What's the difference between a battered woman and a regular woman. There is absolutely no difference...

Why couldn't the T-Rex clap his hands? He was dead.

whats worse than finding a worm in your apple? the holocaust

how do you fit 100 jews in a car? 2 in the front seat, 3 in the back seat, and 95 in the ash tray.

Once upon a time, there were two brothers jumping on a bed. Q: The one stopped. Why? A: His brother fell off, cracked his head, started uncontrollably bleeding and died.

What do you call a fish with no eyes? A blind fish.

An insane individual walks into a bank and asks for $500. The teller refuses since he doesn't have an account, so the individual pulls out a gun and asks the teller again. The teller presses the silent panic button, causing the cops to show up and arrest the gunman, but not before he manages to shoot the teller and the small child standing next two counters over.

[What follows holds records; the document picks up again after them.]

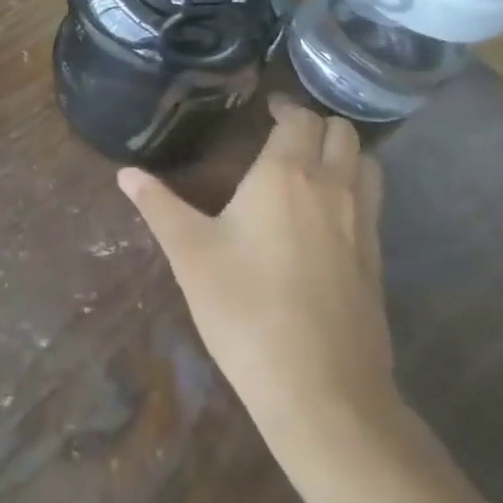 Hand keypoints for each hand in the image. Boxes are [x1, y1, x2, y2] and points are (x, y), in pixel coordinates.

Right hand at [120, 97, 394, 436]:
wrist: (323, 394)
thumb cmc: (246, 310)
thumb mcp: (190, 254)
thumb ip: (158, 206)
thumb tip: (125, 173)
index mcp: (286, 174)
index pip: (300, 118)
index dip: (286, 108)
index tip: (267, 110)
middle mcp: (332, 188)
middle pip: (343, 133)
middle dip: (317, 125)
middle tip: (286, 136)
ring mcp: (363, 226)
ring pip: (368, 166)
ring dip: (344, 155)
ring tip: (312, 168)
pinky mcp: (377, 262)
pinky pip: (374, 204)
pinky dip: (357, 192)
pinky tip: (326, 220) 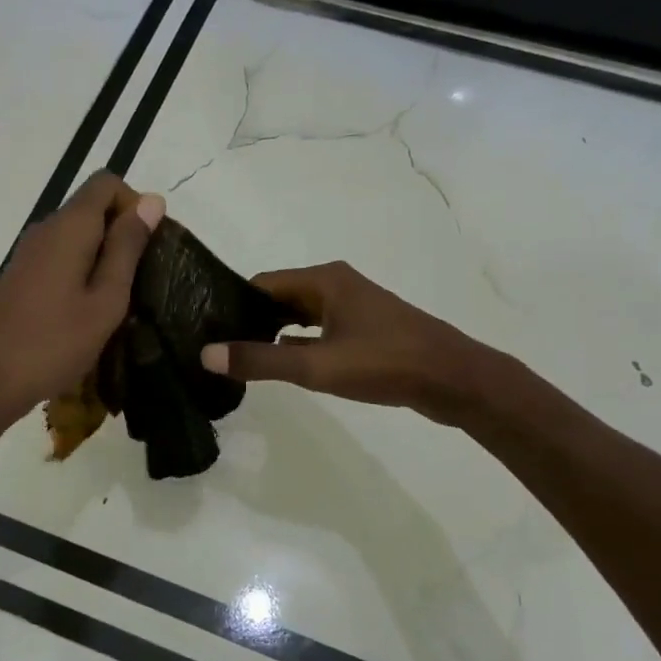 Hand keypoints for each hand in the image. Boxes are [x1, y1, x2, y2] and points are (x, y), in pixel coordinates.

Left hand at [0, 172, 164, 423]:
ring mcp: (28, 253)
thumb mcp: (106, 300)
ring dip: (102, 257)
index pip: (106, 182)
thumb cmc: (54, 343)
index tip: (147, 247)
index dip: (134, 205)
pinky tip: (86, 312)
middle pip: (91, 207)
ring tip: (116, 302)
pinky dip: (81, 272)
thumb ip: (128, 248)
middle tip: (138, 282)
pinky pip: (59, 257)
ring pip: (76, 235)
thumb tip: (152, 200)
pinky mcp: (19, 276)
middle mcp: (45, 229)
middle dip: (121, 234)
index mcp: (68, 227)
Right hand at [200, 261, 496, 423]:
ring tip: (240, 357)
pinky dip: (297, 343)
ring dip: (272, 333)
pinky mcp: (365, 330)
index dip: (232, 304)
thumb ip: (261, 361)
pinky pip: (319, 330)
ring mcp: (353, 307)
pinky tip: (281, 365)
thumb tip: (206, 354)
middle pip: (279, 297)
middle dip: (249, 319)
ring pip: (299, 315)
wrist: (455, 380)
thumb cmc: (385, 363)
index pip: (262, 283)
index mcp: (324, 280)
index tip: (206, 328)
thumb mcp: (317, 366)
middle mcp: (336, 285)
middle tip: (217, 347) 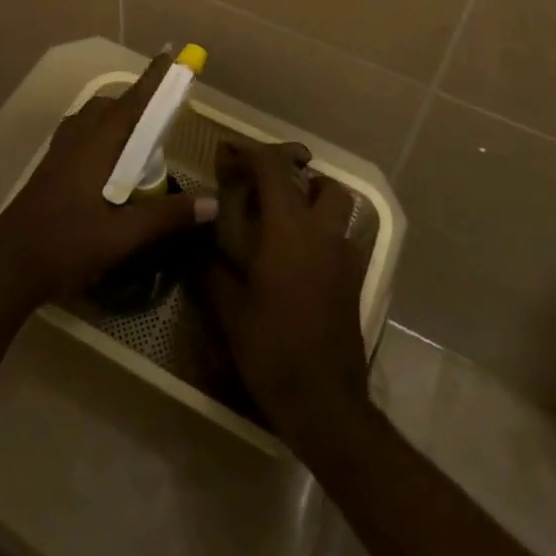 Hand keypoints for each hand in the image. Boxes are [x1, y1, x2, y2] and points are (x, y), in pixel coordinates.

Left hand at [0, 53, 217, 308]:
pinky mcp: (50, 166)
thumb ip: (167, 216)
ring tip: (141, 144)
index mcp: (96, 144)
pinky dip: (102, 136)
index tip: (171, 53)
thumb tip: (213, 202)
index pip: (132, 101)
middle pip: (111, 106)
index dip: (153, 78)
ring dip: (118, 120)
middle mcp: (77, 138)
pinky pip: (82, 135)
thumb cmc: (66, 245)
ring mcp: (59, 151)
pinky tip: (110, 168)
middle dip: (138, 103)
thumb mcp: (123, 236)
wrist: (6, 266)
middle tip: (163, 119)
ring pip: (93, 120)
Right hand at [204, 141, 369, 443]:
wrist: (325, 402)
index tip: (230, 153)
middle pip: (321, 183)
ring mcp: (344, 257)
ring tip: (284, 221)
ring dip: (315, 202)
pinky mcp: (355, 281)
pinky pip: (341, 238)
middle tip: (266, 190)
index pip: (273, 170)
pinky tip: (298, 259)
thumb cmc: (272, 349)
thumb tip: (200, 242)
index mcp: (288, 230)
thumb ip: (212, 268)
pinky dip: (323, 233)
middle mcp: (322, 233)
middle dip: (296, 176)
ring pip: (338, 209)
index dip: (251, 153)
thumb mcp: (229, 309)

How do you confuse a blonde?? Throw her in a circle room and tell her to find all the corners If she comes out and says I found the corners.. then your screwed

What's the difference between a baby and a watermelon? One's fun to hit with a sledgehammer, the other one's a watermelon.

How do you get free money? Hire a black man to rob a bank.

Rebecca Black sings a song.

How do you know when some one is a complete dick? When they hit the prestige buttom in Black Ops when your taking a dump. N.P.P.

What do you call a red sore on your genitals? Herpes, probably.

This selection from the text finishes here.